Nothing but the lines from the line with "index tip: (663, 1116)" to the end of the records below should appear in the answer, each exactly as given.

Exercise data ->
● ● ●
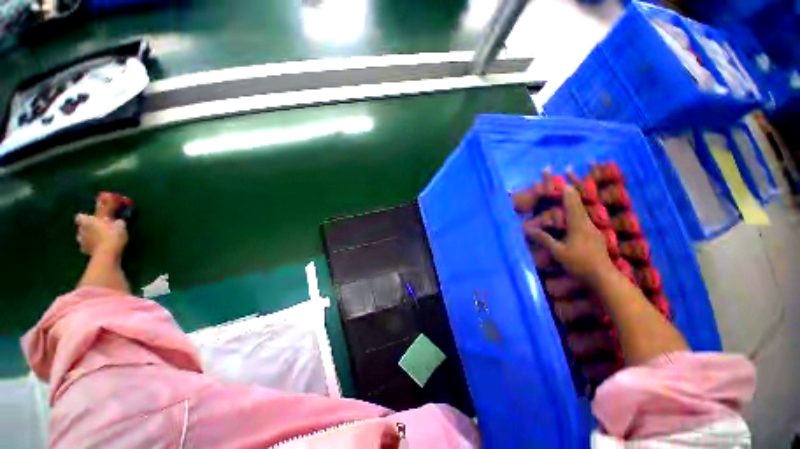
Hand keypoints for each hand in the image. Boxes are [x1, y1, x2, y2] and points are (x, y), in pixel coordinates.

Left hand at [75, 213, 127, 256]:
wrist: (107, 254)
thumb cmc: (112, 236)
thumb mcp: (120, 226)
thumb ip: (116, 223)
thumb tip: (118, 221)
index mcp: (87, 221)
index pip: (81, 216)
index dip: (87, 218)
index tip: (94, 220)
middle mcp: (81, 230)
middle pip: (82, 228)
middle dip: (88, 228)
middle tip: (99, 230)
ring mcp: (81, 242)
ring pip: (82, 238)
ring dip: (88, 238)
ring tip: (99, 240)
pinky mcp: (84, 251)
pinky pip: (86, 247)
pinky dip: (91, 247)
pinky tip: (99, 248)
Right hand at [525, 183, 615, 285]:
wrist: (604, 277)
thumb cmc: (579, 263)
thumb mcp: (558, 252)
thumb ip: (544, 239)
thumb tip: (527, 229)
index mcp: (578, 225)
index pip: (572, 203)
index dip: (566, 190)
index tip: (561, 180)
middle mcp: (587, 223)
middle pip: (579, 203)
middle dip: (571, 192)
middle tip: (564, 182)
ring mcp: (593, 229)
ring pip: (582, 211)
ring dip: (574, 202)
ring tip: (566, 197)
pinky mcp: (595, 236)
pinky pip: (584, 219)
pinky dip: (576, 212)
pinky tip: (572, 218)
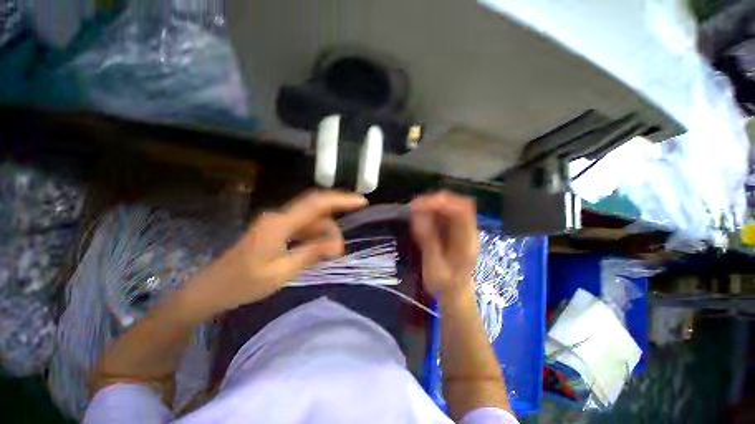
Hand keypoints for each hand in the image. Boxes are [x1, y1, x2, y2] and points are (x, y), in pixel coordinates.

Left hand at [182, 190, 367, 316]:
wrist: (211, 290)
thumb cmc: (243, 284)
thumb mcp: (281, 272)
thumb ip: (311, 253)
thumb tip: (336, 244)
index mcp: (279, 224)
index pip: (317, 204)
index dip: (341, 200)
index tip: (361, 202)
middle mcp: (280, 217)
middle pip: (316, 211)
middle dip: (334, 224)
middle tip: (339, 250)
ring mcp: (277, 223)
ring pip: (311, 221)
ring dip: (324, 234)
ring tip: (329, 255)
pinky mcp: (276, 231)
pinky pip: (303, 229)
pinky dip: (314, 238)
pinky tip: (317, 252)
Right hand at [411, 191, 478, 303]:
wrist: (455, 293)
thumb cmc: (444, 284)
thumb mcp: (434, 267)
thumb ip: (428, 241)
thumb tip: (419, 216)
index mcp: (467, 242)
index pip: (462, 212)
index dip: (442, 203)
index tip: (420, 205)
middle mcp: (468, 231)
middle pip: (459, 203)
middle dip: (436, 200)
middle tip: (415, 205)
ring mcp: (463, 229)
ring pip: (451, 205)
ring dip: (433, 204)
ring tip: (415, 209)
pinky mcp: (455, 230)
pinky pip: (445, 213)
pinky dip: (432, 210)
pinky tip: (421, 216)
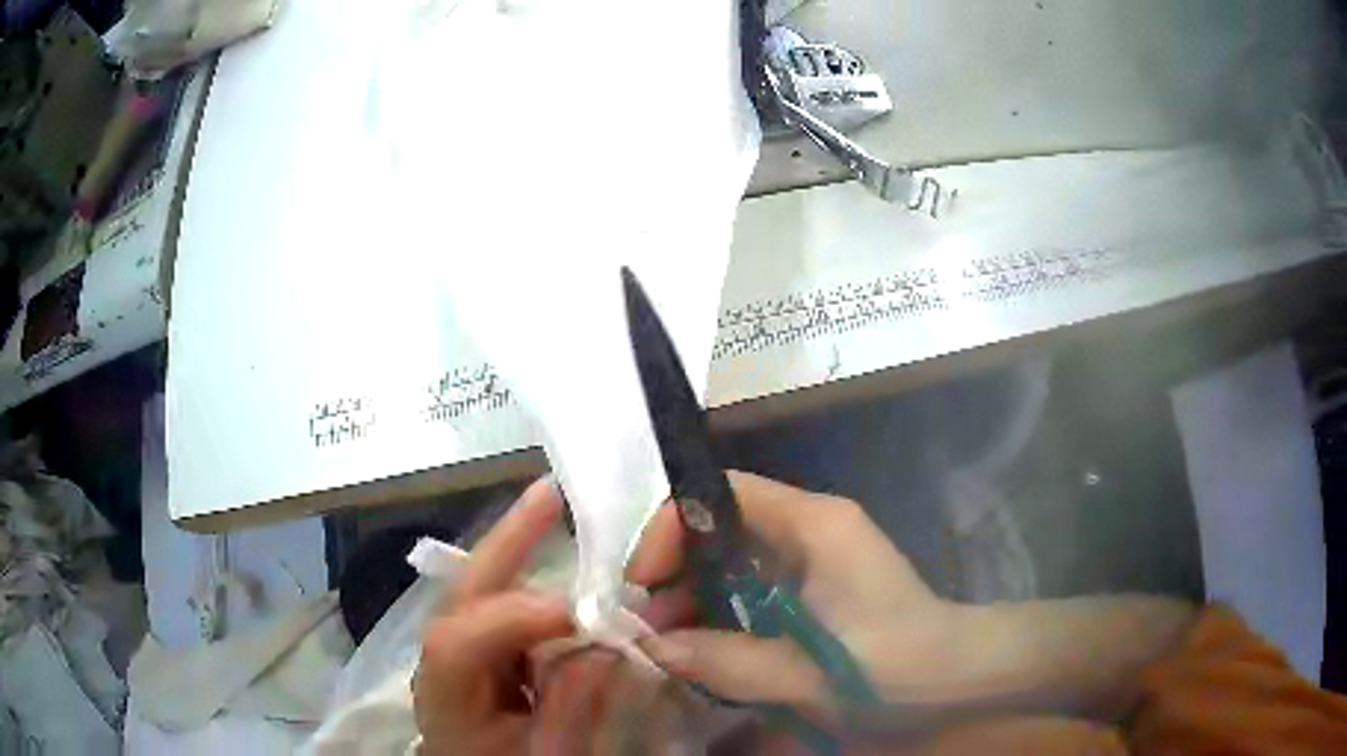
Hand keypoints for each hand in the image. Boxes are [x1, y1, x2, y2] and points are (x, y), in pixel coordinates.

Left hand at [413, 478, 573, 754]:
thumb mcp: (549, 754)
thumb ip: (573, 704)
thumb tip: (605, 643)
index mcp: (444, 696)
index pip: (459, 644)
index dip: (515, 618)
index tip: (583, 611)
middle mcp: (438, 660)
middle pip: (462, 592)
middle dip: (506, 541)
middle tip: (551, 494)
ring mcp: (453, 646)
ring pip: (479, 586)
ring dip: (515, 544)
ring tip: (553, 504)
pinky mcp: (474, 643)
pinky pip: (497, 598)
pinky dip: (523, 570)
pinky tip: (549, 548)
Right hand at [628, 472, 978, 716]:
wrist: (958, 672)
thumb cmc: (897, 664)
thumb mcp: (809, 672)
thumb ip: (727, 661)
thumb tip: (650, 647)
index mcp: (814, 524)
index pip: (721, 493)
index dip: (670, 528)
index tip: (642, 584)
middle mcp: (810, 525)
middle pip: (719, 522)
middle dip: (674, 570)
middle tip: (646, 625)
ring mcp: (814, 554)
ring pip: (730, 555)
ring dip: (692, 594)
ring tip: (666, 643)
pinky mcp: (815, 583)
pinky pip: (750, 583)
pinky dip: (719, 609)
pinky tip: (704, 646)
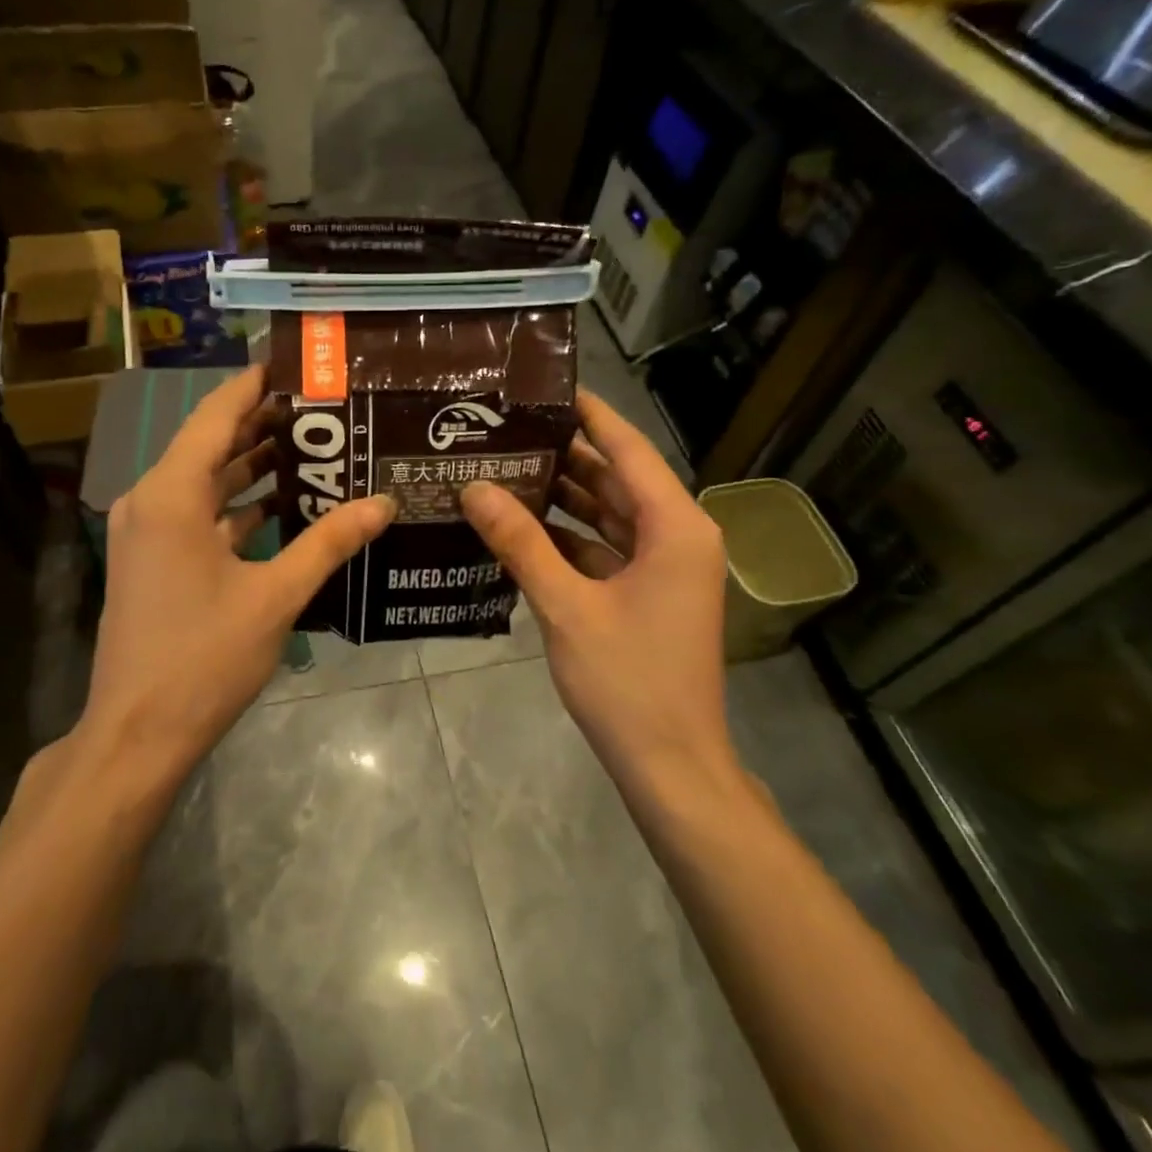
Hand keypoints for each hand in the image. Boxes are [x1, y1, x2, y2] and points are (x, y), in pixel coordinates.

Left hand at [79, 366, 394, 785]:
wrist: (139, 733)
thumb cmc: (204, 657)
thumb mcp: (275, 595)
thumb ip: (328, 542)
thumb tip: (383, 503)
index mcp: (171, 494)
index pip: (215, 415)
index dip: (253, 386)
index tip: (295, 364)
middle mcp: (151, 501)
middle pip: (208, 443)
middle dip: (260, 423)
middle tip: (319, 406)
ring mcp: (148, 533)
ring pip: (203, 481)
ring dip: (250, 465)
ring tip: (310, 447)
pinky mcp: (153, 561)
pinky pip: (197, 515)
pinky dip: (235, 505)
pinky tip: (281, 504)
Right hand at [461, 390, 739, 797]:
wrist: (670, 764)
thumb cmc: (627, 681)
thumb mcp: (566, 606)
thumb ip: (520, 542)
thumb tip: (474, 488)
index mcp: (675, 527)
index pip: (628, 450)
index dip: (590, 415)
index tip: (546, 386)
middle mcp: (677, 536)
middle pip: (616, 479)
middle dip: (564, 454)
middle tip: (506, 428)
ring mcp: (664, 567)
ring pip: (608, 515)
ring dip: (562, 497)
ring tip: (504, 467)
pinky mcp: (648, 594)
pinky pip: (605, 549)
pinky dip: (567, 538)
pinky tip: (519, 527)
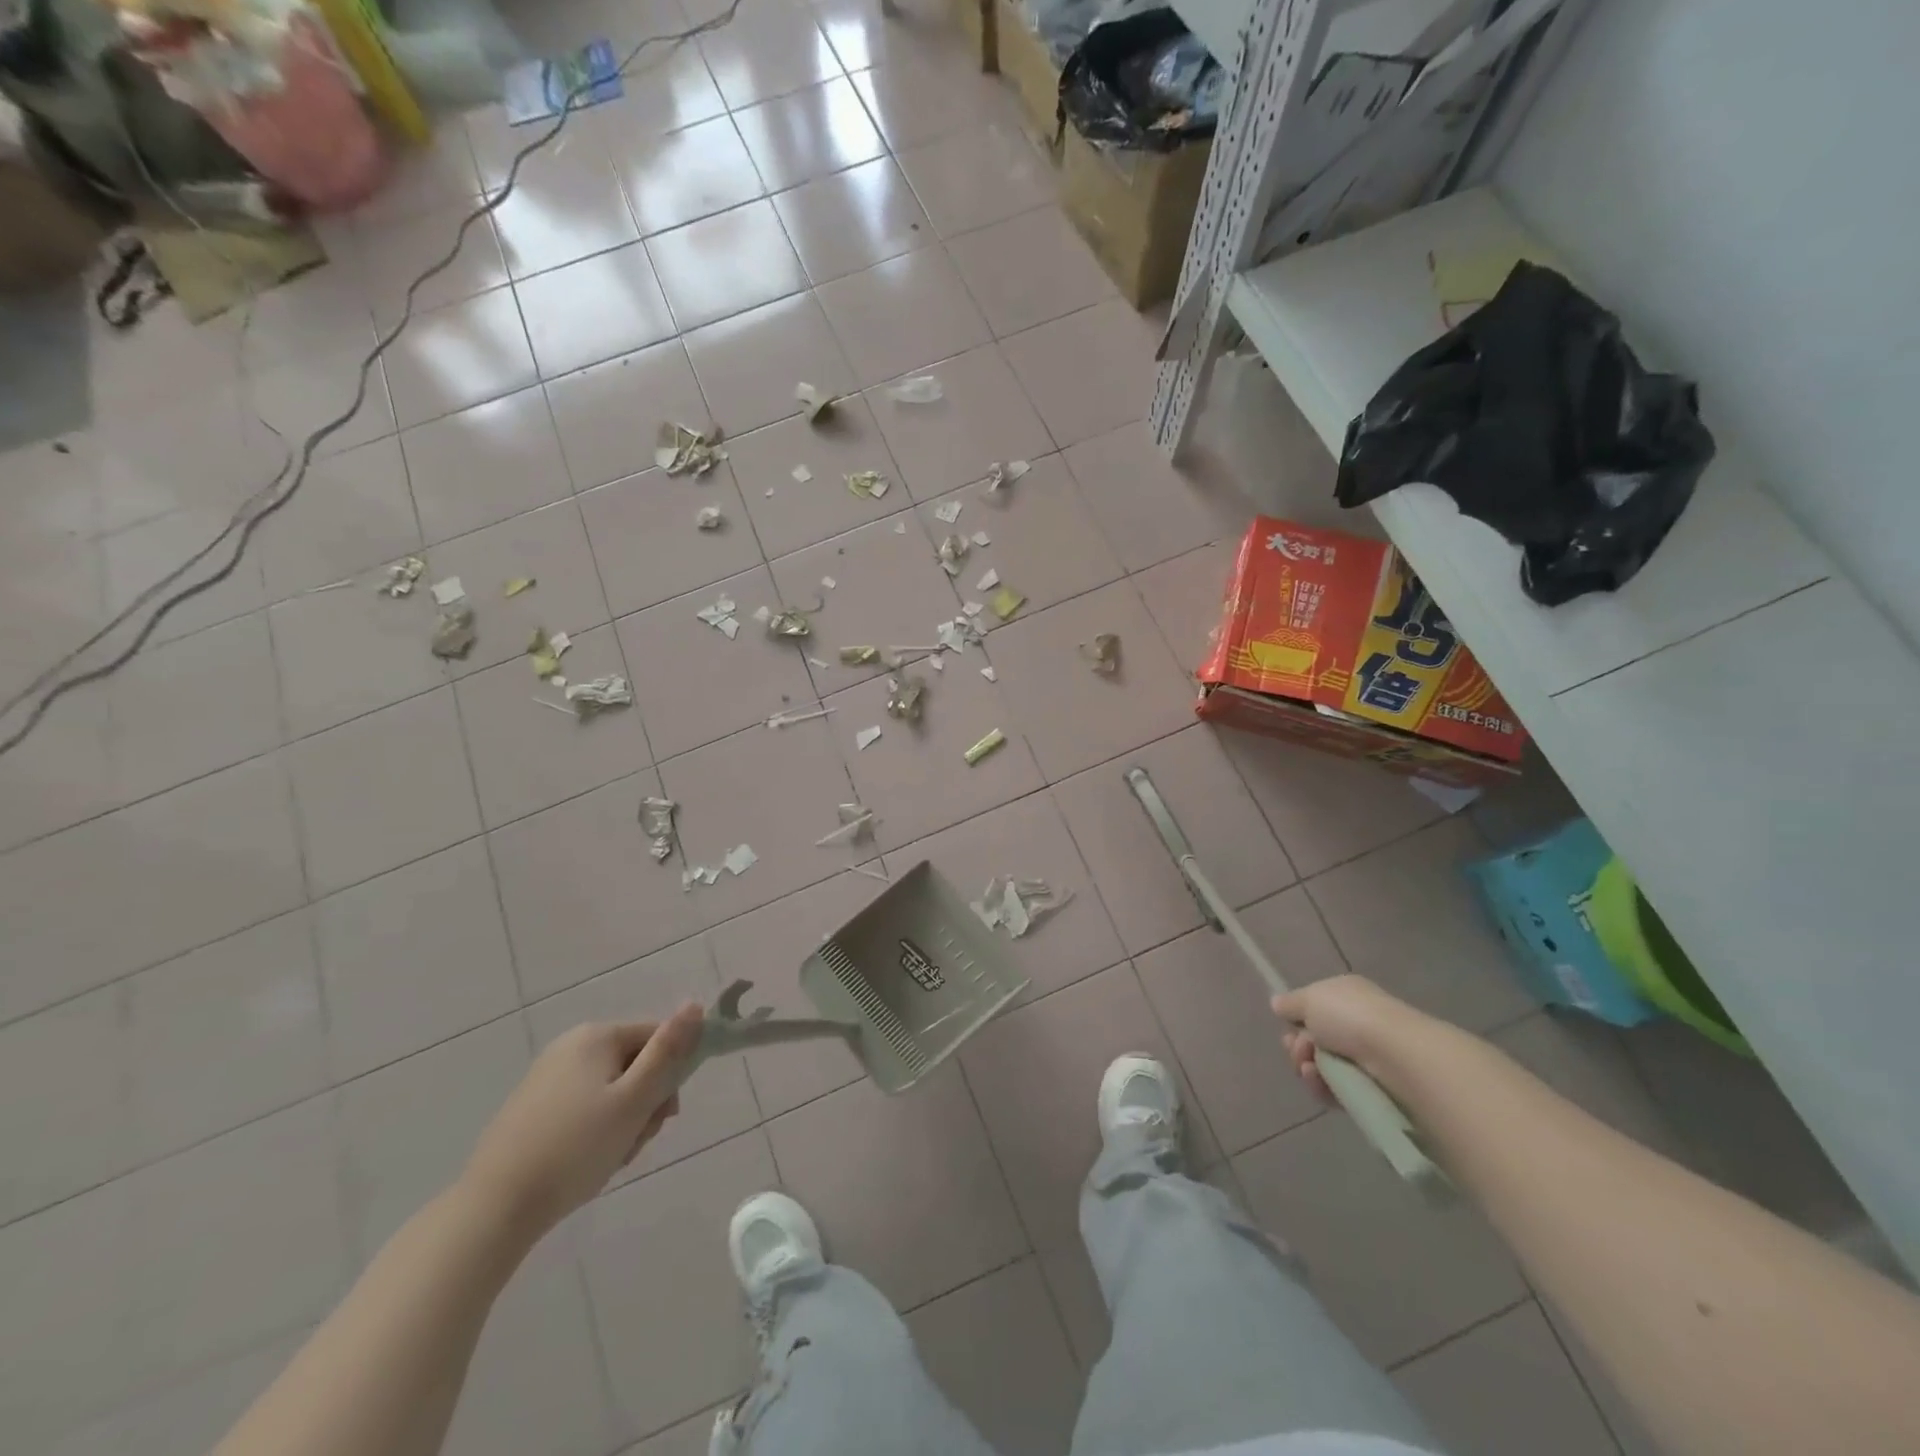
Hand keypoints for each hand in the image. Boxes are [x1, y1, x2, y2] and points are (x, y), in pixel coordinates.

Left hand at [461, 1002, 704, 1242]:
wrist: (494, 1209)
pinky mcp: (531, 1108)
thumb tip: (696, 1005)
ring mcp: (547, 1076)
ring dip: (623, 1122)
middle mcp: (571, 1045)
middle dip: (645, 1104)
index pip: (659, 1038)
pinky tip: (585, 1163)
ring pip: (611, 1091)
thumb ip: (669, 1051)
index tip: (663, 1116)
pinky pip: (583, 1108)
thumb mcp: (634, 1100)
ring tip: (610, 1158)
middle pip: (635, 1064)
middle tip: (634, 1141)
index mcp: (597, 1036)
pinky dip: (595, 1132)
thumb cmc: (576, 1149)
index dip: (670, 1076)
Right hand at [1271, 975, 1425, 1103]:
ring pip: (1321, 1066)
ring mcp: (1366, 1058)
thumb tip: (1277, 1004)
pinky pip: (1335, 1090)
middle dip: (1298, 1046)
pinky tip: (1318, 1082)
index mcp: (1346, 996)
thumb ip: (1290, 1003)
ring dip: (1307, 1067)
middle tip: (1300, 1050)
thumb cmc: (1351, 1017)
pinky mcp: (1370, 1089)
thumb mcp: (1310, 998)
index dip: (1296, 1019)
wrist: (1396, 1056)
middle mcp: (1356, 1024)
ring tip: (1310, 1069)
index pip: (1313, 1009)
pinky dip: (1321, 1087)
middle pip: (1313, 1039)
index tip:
● ● ●
Expected answer ->
index tip: (663, 1116)
pinky pip: (583, 1108)
thumb mcp: (634, 1100)
ring tip: (610, 1158)
middle pip: (635, 1064)
middle tip: (634, 1141)
index mcp: (597, 1036)
pinky dip: (595, 1132)
thumb cmc: (576, 1149)
index dip: (670, 1076)
Right hand at [1271, 975, 1425, 1103]:
ring pip: (1321, 1066)
ring mcp: (1366, 1058)
thumb tip: (1277, 1004)
pinky pip: (1335, 1090)
middle dip: (1298, 1046)
pinky tip: (1318, 1082)
index mcp: (1346, 996)
thumb ip: (1290, 1003)
ring dip: (1307, 1067)
middle tip: (1300, 1050)
thumb cmc: (1351, 1017)
pinky mcp: (1370, 1089)
thumb mcp: (1310, 998)
index dip: (1296, 1019)
wrist: (1396, 1056)
middle mcp: (1356, 1024)
ring tip: (1310, 1069)
index pip: (1313, 1009)
pinky dip: (1321, 1087)
middle pip: (1313, 1039)
index tip:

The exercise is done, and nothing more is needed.